(PROVIDED ENTRIES)
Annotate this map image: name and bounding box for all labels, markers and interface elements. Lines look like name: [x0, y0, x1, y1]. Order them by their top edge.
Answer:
(End PROVIDED ENTRIES)
(PROVIDED ENTRIES)
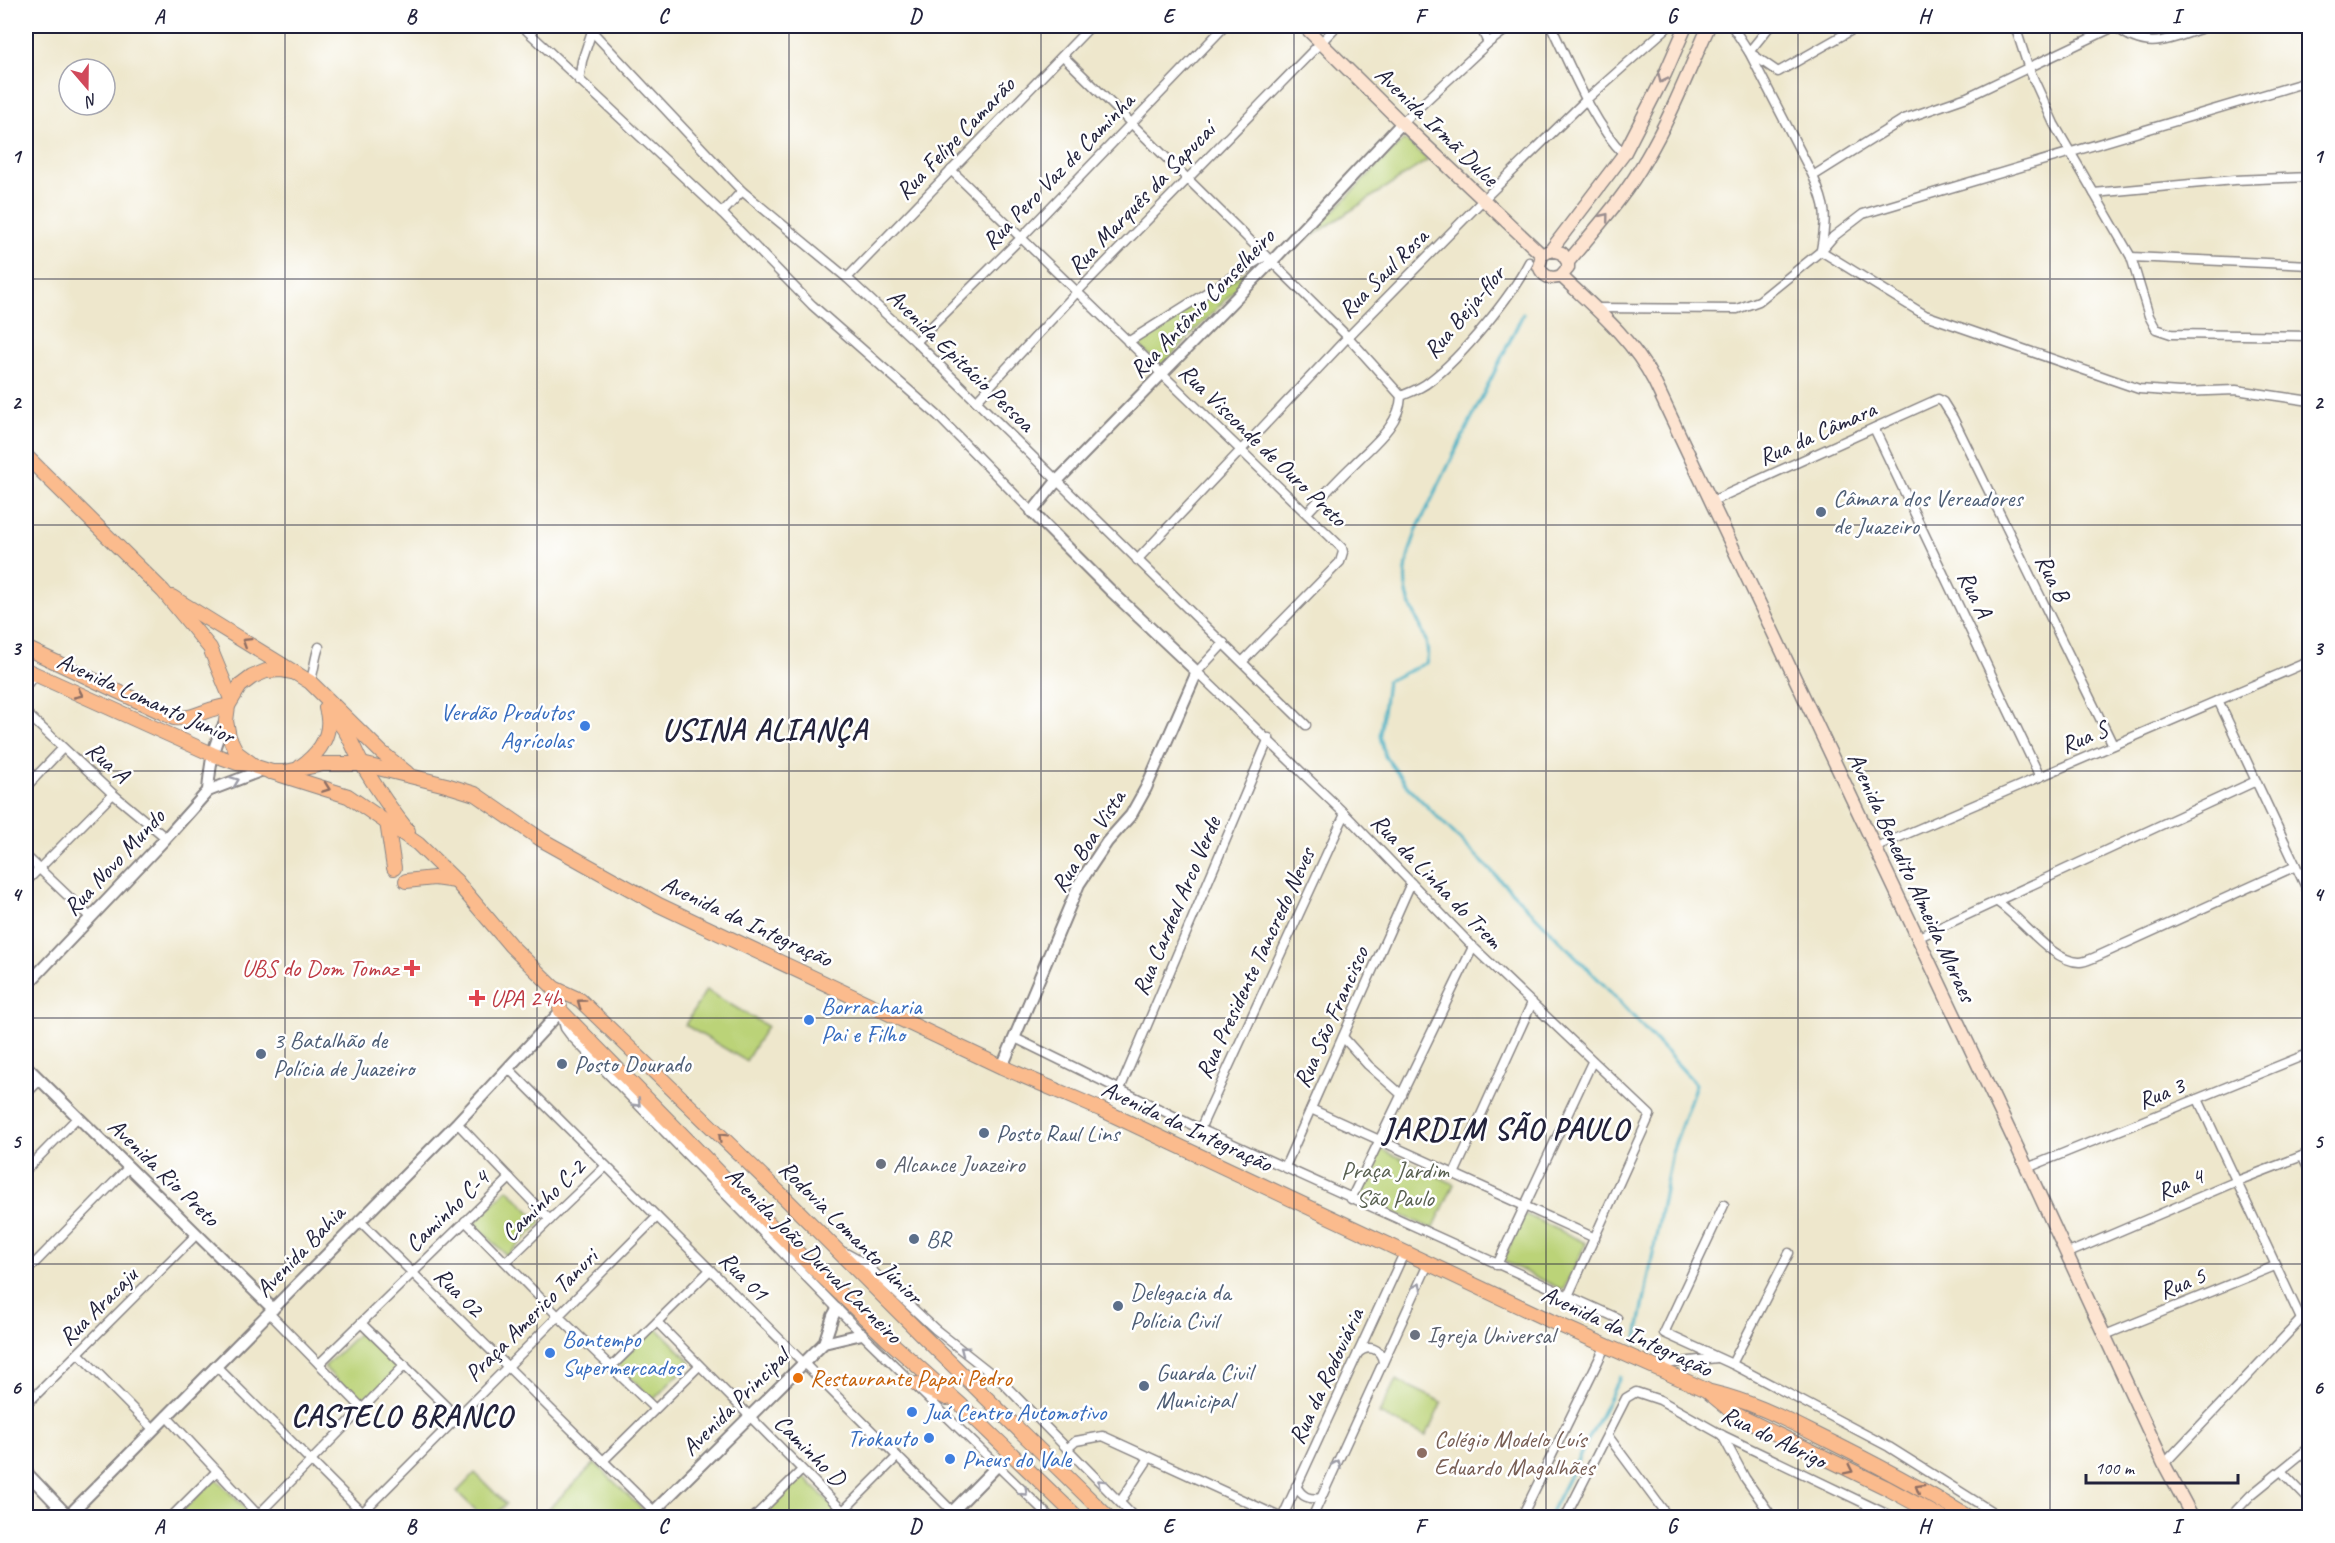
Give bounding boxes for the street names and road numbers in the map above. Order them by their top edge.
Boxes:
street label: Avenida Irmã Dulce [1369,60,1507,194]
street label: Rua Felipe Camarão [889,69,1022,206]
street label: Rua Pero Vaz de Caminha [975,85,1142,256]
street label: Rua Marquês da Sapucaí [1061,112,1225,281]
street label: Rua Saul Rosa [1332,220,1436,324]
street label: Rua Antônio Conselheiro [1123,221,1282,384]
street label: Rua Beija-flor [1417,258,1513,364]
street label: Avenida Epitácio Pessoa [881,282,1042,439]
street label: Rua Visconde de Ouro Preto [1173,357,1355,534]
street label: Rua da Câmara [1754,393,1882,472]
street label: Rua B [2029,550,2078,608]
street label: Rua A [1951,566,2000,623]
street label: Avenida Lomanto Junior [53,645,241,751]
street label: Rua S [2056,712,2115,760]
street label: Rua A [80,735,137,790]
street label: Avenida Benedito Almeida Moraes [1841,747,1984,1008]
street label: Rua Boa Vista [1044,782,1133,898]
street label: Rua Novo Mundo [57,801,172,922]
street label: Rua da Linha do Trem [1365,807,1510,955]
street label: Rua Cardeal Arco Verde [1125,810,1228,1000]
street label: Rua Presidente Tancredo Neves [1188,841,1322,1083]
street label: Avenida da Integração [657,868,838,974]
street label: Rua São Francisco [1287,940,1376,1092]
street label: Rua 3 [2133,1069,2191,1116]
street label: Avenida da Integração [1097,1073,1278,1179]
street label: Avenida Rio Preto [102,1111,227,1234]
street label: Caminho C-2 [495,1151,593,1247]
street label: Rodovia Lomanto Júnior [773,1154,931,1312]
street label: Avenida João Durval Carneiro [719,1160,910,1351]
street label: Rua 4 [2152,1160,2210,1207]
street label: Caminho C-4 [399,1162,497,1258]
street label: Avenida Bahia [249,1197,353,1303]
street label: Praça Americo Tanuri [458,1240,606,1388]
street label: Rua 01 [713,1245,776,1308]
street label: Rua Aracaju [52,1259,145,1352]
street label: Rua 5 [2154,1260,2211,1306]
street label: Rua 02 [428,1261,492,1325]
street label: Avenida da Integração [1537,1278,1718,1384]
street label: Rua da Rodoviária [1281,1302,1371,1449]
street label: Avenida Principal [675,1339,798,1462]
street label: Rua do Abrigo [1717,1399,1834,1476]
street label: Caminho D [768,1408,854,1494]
(End PROVIDED ENTRIES)
#### [WHAT THE TASK ASKS]
Find the word "bounding" in the records. Copy every line it appears in.

#### [RESPONSE FOR THIS EXERCISE]
Annotate this map image: name and bounding box for all labels, markers and interface elements. Lines look like name: [x0, y0, x1, y1]. Order them by their top edge.
Give bounding boxes for the street names and road numbers in the map above. Order them by their top edge.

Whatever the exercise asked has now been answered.